There’s been a spate of news about various government initiatives that could be used to turn the land of the free into the full-surveillance society, where everyone would be under the eye, and perhaps the thumb, of government. Now, the Pentagon is working on new technology that could pull together information from its proliferating snooping and analysis programs in chilling ways.
Naturally, this is all being done in the name of good intentions. It’s supposed to make our troops safer on the battlefield and to make it harder for terrorists to operate in the U.S. or against our interests elsewhere. Who could disagree with that? But it is inevitable that once these tools exist they’ll be turned on the U.S. citizenry at large – and it’s not just me who thinks so, as we’ll see.
Noah Shachtman, who runs the Defensetech.org site that has led the way in reporting on some of this technology long before the establishment press caught on, has a highly readable piece in the Village Voice on the newest program, Combat Zones That See (or CTS), which is expected to be operating on a trial basis next year.
"Its architects at the Pentagon say it will help protect our troops in cities like Baghdad, where for the past few weeks fleeting attackers have been picking off American fighters in ones and twos," Shactman writes. "But defense experts believe the surveillance effort has a second, more sinister, purpose: to keep entire cities under an omnipresent, unblinking eye. This isn't some science fiction nightmare. Far from it. CTS depends on parts you could get, in a pinch, at Kmart."
But before clicking over to Shachtman's piece, let’s review some of the government’s other projects that CTS could draw on – and some equally creepy developments in Europe that you most likely haven’t heard about.
Total Information Awareness is a massive Pentagon database that integrates every piece of “transactional” information about individuals that is legally available to the government from public records, with court orders or under “emergency” orders from the U.S. attorney general’s office.
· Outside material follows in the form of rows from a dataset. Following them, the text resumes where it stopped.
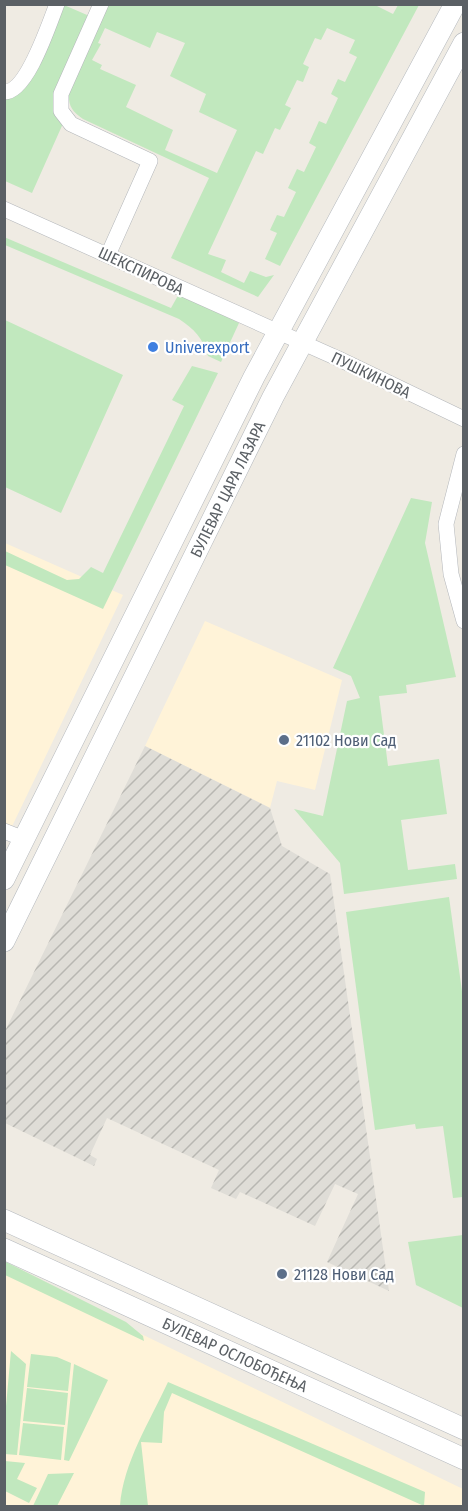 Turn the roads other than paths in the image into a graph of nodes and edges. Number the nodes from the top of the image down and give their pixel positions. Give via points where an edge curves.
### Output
1 (57, 4) edge
2 (101, 4) edge
3 (455, 4) edge
4 (464, 43) edge
5 (4, 92) edge
6 (4, 209) edge
7 (108, 255) junction
8 (277, 333) junction
9 (301, 343) junction
10 (464, 419) edge
11 (464, 454) edge
12 (464, 621) edge
13 (14, 835) edge
14 (4, 879) edge
15 (4, 941) edge
16 (4, 1220) edge
17 (4, 1249) edge
18 (464, 1429) edge
19 (464, 1459) edge

1 - 5 street via 26,75 16,89
2 - 7 street via 61,94 61,111 65,119 150,161
3 - 8 main road, БУЛЕВАР ЦАРА ЛАЗАРА
4 - 9 main road, БУЛЕВАР ЦАРА ЛАЗАРА
6 - 7 street, ШЕКСПИРОВА
7 - 8 street, ШЕКСПИРОВА
8 - 9 street, ПУШКИНОВА
8 - 13 main road, БУЛЕВАР ЦАРА ЛАЗАРА
9 - 10 street, ПУШКИНОВА
9 - 15 main road, БУЛЕВАР ЦАРА ЛАЗАРА
11 - 12 street via 446,524 451,574
13 - 14 main road, БУЛЕВАР ЦАРА ЛАЗАРА
16 - 18 main road, БУЛЕВАР ОСЛОБОЂЕЊА
17 - 19 main road, БУЛЕВАР ОСЛОБОЂЕЊА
These days, that includes bank, travel and medical records, cell and landline phone records, every piece of e-mail sent or received, credit card purchases, web sites visited and just about anything else that an imaginative government snoop might dream up. The Patriot Act and Patriot II pave the way for making collection of all this information ever simpler legally, and ever more threatening to basic civil liberties, as James Bovard details at Pat Buchanan’s site, The American Conservative.
Total Information Awareness caused enough of a stink when it came to light that its parent, the Pentagon’s Defense Advanced Research Projects Agency (DARPA), changed the program’s name to Terrorist Information Awareness. DARPA’s recent report to Congress has a useful FAQ page, but its soothing answers to concerns about civil liberties are scarcely convincing, coming from a government whose agencies have periodically and with impunity illegally spied on ordinary Americans.
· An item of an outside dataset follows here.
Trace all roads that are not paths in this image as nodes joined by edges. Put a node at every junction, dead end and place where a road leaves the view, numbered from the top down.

LifeLog, another DARPA project, would expand exponentially on TIA. As Shachtman explained in this piece for Wired, all the information from TIA could be combined with other useful intelligence “gleaned from a variety of sources: a GPS transmitter to keep tabs on where that person went, audio-visual sensors to capture what he or she sees or says, and biomedical monitors to keep track of the individual's health. This gigantic amalgamation of personal information could then be used to ‘trace the “threads” of an individual's life,’ to see exactly how a relationship or events developed… “
According to DARPA, someone with access to the database could "retrieve a specific thread of past transactions, or recall an experience from a few seconds ago or from many years earlier ... by using a search-engine interface."
And, yes, they are serious. Here is DARPA’s notice to potential contractors.
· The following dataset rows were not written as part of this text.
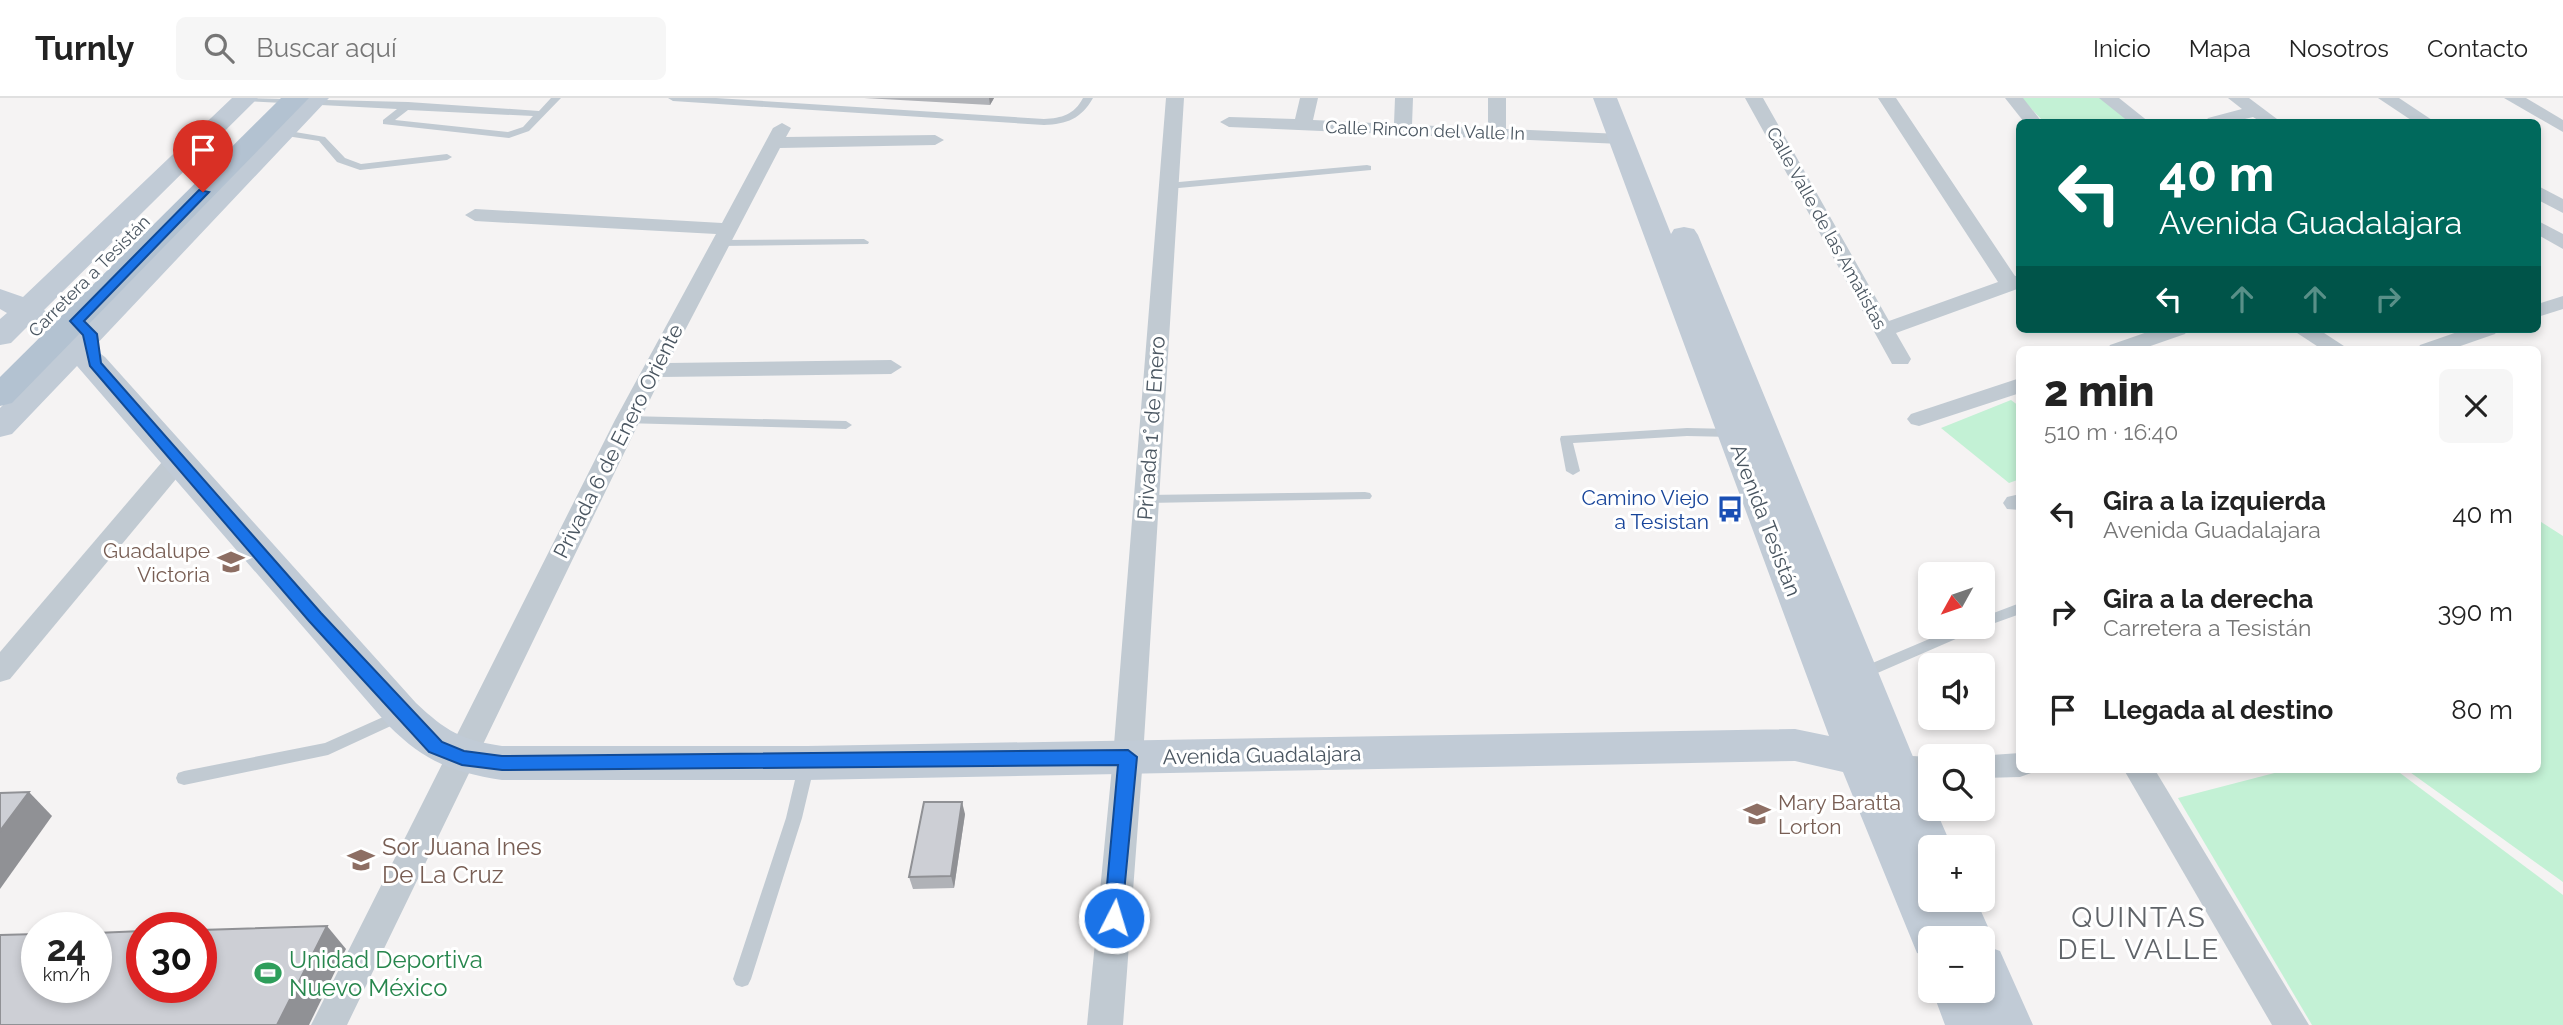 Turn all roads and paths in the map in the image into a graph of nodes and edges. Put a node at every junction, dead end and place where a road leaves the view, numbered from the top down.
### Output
1 (556, 98) edge
2 (673, 98) edge
3 (1088, 98) edge
4 (1175, 98) edge
5 (1309, 98) edge
6 (1404, 98) edge
7 (1497, 98) edge
8 (1605, 98) edge
9 (1629, 98) edge
10 (1754, 98) edge
11 (1886, 98) edge
12 (2014, 98) edge
13 (2108, 98) edge
14 (2236, 98) edge
15 (2364, 98) edge
16 (2387, 98) edge
17 (2513, 98) edge
18 (285, 99) edge
19 (408, 105) junction
20 (2563, 107) edge
21 (2255, 111) junction
22 (541, 114) junction
23 (2541, 114) junction
24 (2032, 119) edge
25 (2136, 119) edge
26 (2225, 119) edge
27 (2267, 119) edge
28 (2398, 119) edge
29 (2421, 119) edge
30 (1229, 122) dead end
31 (1303, 125) junction
32 (2563, 127) edge
33 (1403, 129) junction
34 (1497, 133) junction
35 (283, 134) junction
36 (1621, 138) junction
37 (935, 140) dead end
38 (447, 157) dead end
39 (1367, 168) dead end
40 (1168, 186) junction
41 (2541, 192) edge
42 (2541, 194) edge
43 (2563, 194) edge
44 (2563, 207) edge
45 (475, 215) dead end
46 (2541, 216) edge
47 (2541, 217) edge
48 (2563, 225) edge
49 (723, 236) junction
50 (864, 242) dead end
51 (2563, 243) edge
52 (0, 277) edge
53 (2015, 283) edge
54 (2563, 302) edge
55 (2541, 310) edge
56 (56, 324) edge
57 (1884, 330) junction
58 (2167, 333) edge
59 (2309, 333) edge
60 (2476, 333) edge
61 (0, 336) edge
62 (2129, 346) edge
63 (2332, 346) edge
64 (2439, 346) edge
65 (1900, 359) dead end
66 (0, 365) edge
67 (891, 367) dead end
68 (653, 370) junction
69 (2016, 389) edge
70 (0, 396) edge
71 (1919, 419) dead end
72 (627, 420) junction
73 (846, 425) dead end
74 (0, 428) edge
75 (1732, 433) junction
76 (177, 461) junction
77 (1573, 471) dead end
78 (1365, 496) dead end
79 (1146, 499) junction
80 (2016, 610) edge
81 (1995, 618) edge
82 (1944, 639) edge
83 (0, 671) edge
84 (1860, 675) junction
85 (402, 714) junction
86 (1128, 757) junction
87 (462, 758) junction
88 (807, 763) junction
89 (2016, 765) edge
90 (1895, 766) edge
91 (1995, 766) edge
92 (2141, 773) edge
93 (184, 778) dead end
94 (1925, 835) edge
95 (1931, 926) edge
96 (742, 979) dead end
97 (1995, 995) edge
98 (1961, 1003) edge
99 (329, 1025) edge
100 (1105, 1025) edge
101 (1970, 1025) edge
102 (2008, 1025) edge
103 (2291, 1025) edge

1 - 22 lane
2 - 3 lane
4 - 40 street, Privada 1° de Enero
5 - 31 street
6 - 33 street
7 - 34 street
8 - 36 street, Avenida Tesistán
9 - 84 street, Avenida Tesistán
10 - 57 street, Calle Valle de las Amatistas
11 - 53 street
12 - 24 street
13 - 25 street
14 - 21 street
15 - 28 street
16 - 29 street
17 - 23 street
18 - 19 lane
18 - 35 street
18 - 56 main road, Carretera a Tesistán
18 - 56 street
19 - 22 lane
19 - 22 lane
20 - 23 street
21 - 26 street
21 - 27 street
23 - 32 street
30 - 31 street, Calle Rincon del Valle In
31 - 33 street, Calle Rincon del Valle In
33 - 34 street, Calle Rincon del Valle In
34 - 36 street, Calle Rincon del Valle In
35 - 38 lane
35 - 56 street
36 - 75 street, Avenida Tesistán
37 - 49 street, Privada 6 de Enero Oriente
39 - 40 lane
40 - 79 street, Privada 1° de Enero
41 - 43 street
42 - 44 street
45 - 49 street
46 - 48 street
47 - 51 street
49 - 50 lane
49 - 68 street, Privada 6 de Enero Oriente
52 - 56 street, Avenida Guadalajara
53 - 57 street
54 - 55 street
56 - 61 street
56 - 66 main road, Carretera a Tesistán
56 - 70 main road, Carretera a Tesistán
56 - 74 street
56 - 76 street, Avenida Guadalajara
57 - 65 street, Calle Valle de las Amatistas
58 - 62 street
59 - 63 street
60 - 64 street
67 - 68 street
68 - 72 street, Privada 6 de Enero Oriente
69 - 71 street
72 - 73 lane
72 - 87 street, Privada 6 de Enero Oriente
75 - 77 lane
75 - 90 street, Avenida Tesistán
76 - 83 street
76 - 85 street, Avenida Guadalajara
78 - 79 lane
79 - 86 street, Privada 1° de Enero
80 - 81 lane
82 - 84 lane
84 - 90 street, Avenida Tesistán
85 - 87 street, Avenida Guadalajara
85 - 93 lane
86 - 88 street, Avenida Guadalajara
86 - 90 street, Avenida Guadalajara
86 - 100 street, Privada 1° de Enero
87 - 88 street, Avenida Guadalajara
87 - 99 street, Privada 6 de Enero Oriente
88 - 96 lane
89 - 91 street
90 - 94 street, Avenida Tesistán
90 - 95 street, Avenida Tesistán
92 - 103 street
97 - 102 street
98 - 101 street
Things are no better across the pond, where European governments are on a surveillance binge of their own. First, let’s drop in on Paris, the capital of what the administration snidely calls “Old Europe” – and where, surprise!, a U.S. delegation recently visited to work with our erstwhile adversaries, the French, on developing standards for new passports incorporating computer chips containing the bearer’s “biometric” data – fingerprints, an iris scan and the like. The objective is to get these adopted by all members of the so-called G8 nations, which besides us and the French include Germany, the United Kingdom, Japan, Italy, Canada and Russia. If you renew your passport in 2005, you’ll probably receive one of these (but only after paying a fee that no doubt will be considerably stiffer than the current $55).
Now off to London, where you would hope things might be better. Sadly, no. The BBC reports that, “Police and other officials are making around a million requests for access to data held by net and telephone companies each year, according to figures compiled from the government, legal experts and the internet industry.”
The British government also wants to make those new high-tech passports serve as mandatory national identity cards.
Back here in the U.S., the American Association of Motor Vehicle Administrators -- representing the friendly folks from the DMV -- is pushing hard for the authority to include biometric data on your driver’s license – so it can be used as a national identity card.
Shouldn't Americans raise more hell about all this?
Note: With all this spying, we’re clearly going to need a lot more computer storage. So, coming soon is the petabyte-size hard drive. If you’re wondering, a petabyte is 1,125,899,906,842,624 bytes. Talk about hard-drive clutter!